Vascular dementia is not only multi-infarct dementia, but is related to other vascular mechanisms and pathological changes in the brain, and has other causes and clinical manifestations. Vascular dementia is not a disease, but a syndrome. The origin of this syndrome reflects complex interactions between vascular aetiologies (cerebrovascular disorders and vascular risk factors), changes in the brain (infarcts, white-matter lesions, atrophy), host factors (age, education), and cognition.(4, 5, 6, 7 and 8)

Conceptual issues related to of vascular dementia include the definition of the cognitive syndrome (type, extent, and combination of impairments in different cognitive domains), and the vascular causes (vascular aetiologies and changes in the brain). Variations in these definitions has led to different estimates of point prevalence, to different groups of patients, and to reports of different types and distribution of brain lesions.(9, 10 and 11) The cognitive syndrome of vascular dementia is characterized by predominate executive dysfunction rather than deficits in memory and language function.(12) Although the course of cognitive decline may be
stepwise, it is often slowly progressive, and may include periods of stability or even some improvement.

The relationship between vascular lesions in the brain and cognitive impairment is important, but which type, extent, side, site, and tempo of vascular lesions in the brain relates to different types of vascular dementia is not established in detail.(4, 5 and 6,13)

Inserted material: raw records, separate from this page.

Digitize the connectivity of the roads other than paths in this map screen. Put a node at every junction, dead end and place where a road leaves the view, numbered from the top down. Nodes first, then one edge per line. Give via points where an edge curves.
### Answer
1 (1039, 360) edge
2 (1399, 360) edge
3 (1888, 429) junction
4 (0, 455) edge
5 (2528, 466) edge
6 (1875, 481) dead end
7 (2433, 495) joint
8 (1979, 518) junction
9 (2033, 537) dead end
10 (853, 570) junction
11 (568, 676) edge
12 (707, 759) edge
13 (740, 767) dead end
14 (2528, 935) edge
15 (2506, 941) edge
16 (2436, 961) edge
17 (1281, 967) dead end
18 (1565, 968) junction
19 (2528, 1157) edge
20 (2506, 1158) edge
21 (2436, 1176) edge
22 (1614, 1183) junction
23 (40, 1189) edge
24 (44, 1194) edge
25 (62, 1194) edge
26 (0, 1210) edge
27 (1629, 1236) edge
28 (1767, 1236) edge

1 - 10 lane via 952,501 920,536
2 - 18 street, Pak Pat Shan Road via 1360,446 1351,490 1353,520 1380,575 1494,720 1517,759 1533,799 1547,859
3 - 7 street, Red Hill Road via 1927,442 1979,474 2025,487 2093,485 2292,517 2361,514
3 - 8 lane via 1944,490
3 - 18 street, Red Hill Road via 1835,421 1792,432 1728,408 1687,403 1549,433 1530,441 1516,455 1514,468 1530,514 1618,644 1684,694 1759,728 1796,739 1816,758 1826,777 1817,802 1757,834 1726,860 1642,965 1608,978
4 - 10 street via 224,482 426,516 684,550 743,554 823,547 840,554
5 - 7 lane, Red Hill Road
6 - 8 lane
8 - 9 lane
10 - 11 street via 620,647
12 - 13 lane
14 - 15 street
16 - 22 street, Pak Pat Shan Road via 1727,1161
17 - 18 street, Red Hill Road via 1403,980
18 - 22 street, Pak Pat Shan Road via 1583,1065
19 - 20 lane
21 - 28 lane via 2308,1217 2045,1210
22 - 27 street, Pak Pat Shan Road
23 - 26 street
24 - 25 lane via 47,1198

Current criteria for vascular dementia are based on the concept of cerebral infarcts. For example the widely used NINDS-AIREN criteria include dementia, cerebrovascular disease, and a relationship between these two disorders. The main tools for the diagnosis include detailed history, neurological examination, mental state examination, relevant laboratory examinations, and preferably magnetic resonance imaging of the brain.

Vascular dementia research, until recently overshadowed by that into Alzheimer’s disease, is now developing rapidly. There is great promise for intervention. Developments in classification, diagnosis, and treatment are likely.

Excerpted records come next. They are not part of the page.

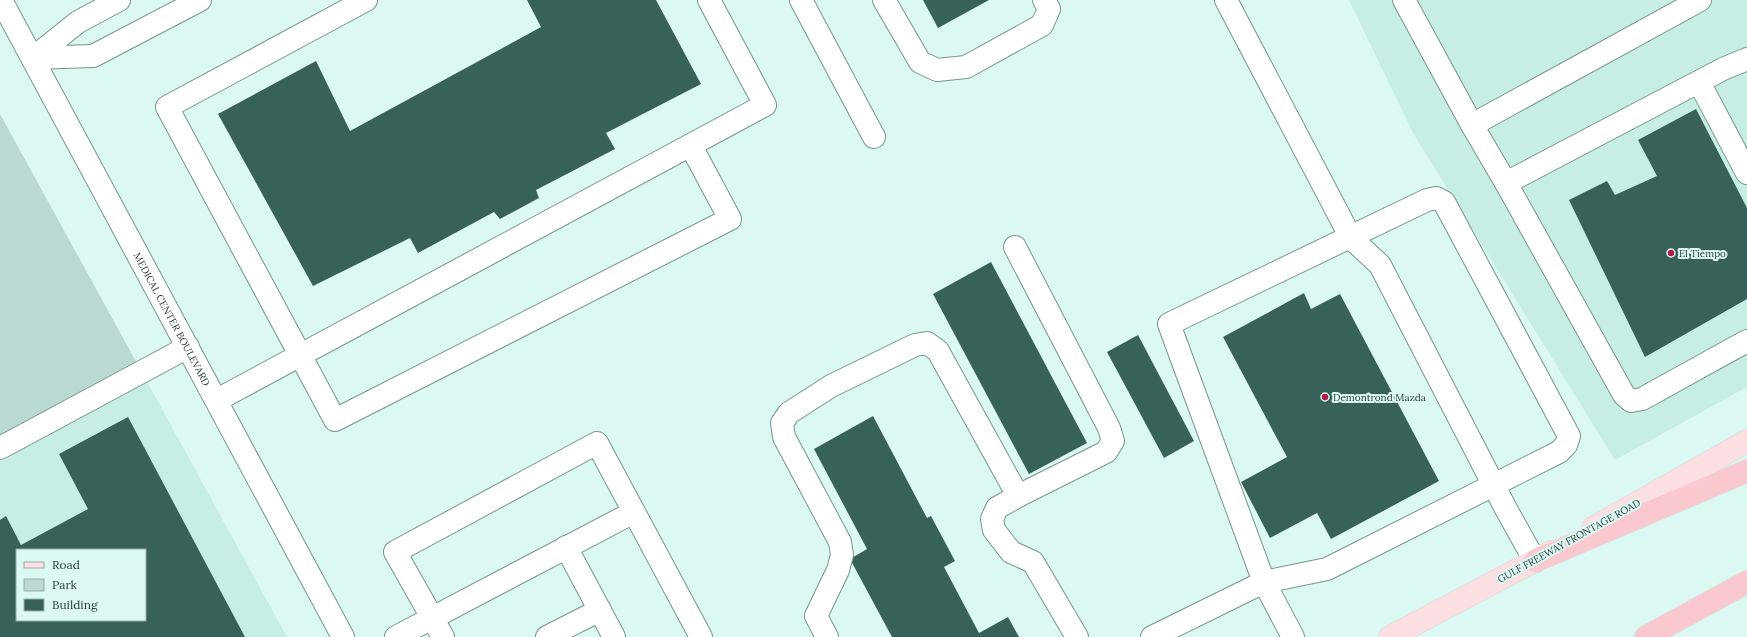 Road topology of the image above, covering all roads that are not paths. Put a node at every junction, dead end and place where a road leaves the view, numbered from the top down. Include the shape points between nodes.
1 (1, 0) edge
2 (118, 0) edge
3 (200, 0) edge
4 (366, 0) edge
5 (709, 0) edge
6 (800, 0) edge
7 (884, 0) edge
8 (1044, 0) edge
9 (1226, 0) edge
10 (1404, 0) edge
11 (1700, 0) edge
12 (33, 58) junction
13 (1747, 59) edge
14 (1699, 82) junction
15 (1472, 125) junction
16 (874, 137) dead end
17 (691, 146) junction
18 (1747, 173) edge
19 (1506, 183) junction
20 (1351, 238) junction
21 (1015, 247) dead end
22 (1747, 341) edge
23 (188, 347) junction
24 (300, 355) junction
25 (217, 400) junction
26 (1747, 441) edge
27 (0, 448) edge
28 (1747, 471) edge
29 (1493, 484) junction
30 (1018, 496) junction
31 (634, 512) junction
32 (566, 547) junction
33 (1535, 561) junction
34 (1264, 582) junction
35 (1747, 582) edge
36 (600, 610) junction
37 (432, 618) junction
38 (343, 637) edge
39 (396, 637) edge
40 (443, 637) edge
41 (547, 637) edge
42 (614, 637) edge
43 (701, 637) edge
44 (826, 637) edge
45 (1077, 637) edge
46 (1152, 637) edge
47 (1293, 637) edge
48 (1390, 637) edge
49 (1646, 637) edge

1 - 12 street, MEDICAL CENTER BOULEVARD
2 - 12 street via 78,22
3 - 12 street via 93,56
4 - 24 street via 167,107
5 - 17 street via 766,106
6 - 16 street
7 - 8 street via 920,62 938,70 966,67 1042,25 1049,9
9 - 20 street
10 - 15 street
11 - 15 street
12 - 23 street, MEDICAL CENTER BOULEVARD
13 - 14 street
14 - 18 street
14 - 19 street
15 - 19 street
17 - 24 street
17 - 24 street via 730,219 335,420
19 - 22 street via 1624,395 1631,401 1642,399
20 - 29 street via 1380,265
20 - 29 street via 1427,200 1436,198 1444,202 1568,436 1566,445 1559,452
20 - 34 street via 1169,324
21 - 30 street via 1109,428 1113,441 1106,452
23 - 25 street, MEDICAL CENTER BOULEVARD
23 - 27 street
24 - 25 street
25 - 38 street, MEDICAL CENTER BOULEVARD
26 - 33 main road, GULF FREEWAY FRONTAGE ROAD
28 - 33 highway
29 - 33 street
29 - 34 street via 1326,569
30 - 44 street via 938,351 927,342 915,345 831,386 789,413 782,423 784,437 840,542 842,555 838,570 816,616
30 - 45 street via 997,508 992,519 994,530 1012,552 1033,562
31 - 32 street
31 - 37 street via 597,443 395,552
31 - 43 street
32 - 36 street
32 - 37 street
33 - 48 main road, GULF FREEWAY FRONTAGE ROAD
34 - 46 street
34 - 47 street
35 - 49 highway
36 - 41 street
36 - 42 street
37 - 39 street
37 - 40 street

Aetiology and pathophysiology


Aetiology

The main causes of vascular dementia are cerebrovascular disorders and their risk factors. The prevalent cerebrovascular disorders include large artery disease (artery-to-artery embolism, occlusion of an extra- or intracranial artery), cardiac embolic events, small-vessel disease (lacunar infarcts, ischaemic white-matter lesions) and haemodynamic mechanisms.(13, 14 and 15) Less frequent causes include specific arteriopathies including cerebral autosomal dominant arteriopathy with subcortical infarcts and leucoencephalopathy (CADACIL) and cerebral amyloid angiopathy (CAA), haemorrhage (intracranial haemorrhage, subarachnoidal haemorrhage), haematological factors, venous disease, and hereditary disorders. There may be as yet undiscovered causes.

In most patients diagnosed with vascular dementia, several aetiological factors are involved. However, the roles these factors play have not been identified in detail, and it is not certain which of these mechanisms distinguish vascular dementia from cerebrovascular disease without dementia.(4,5,7,16,17)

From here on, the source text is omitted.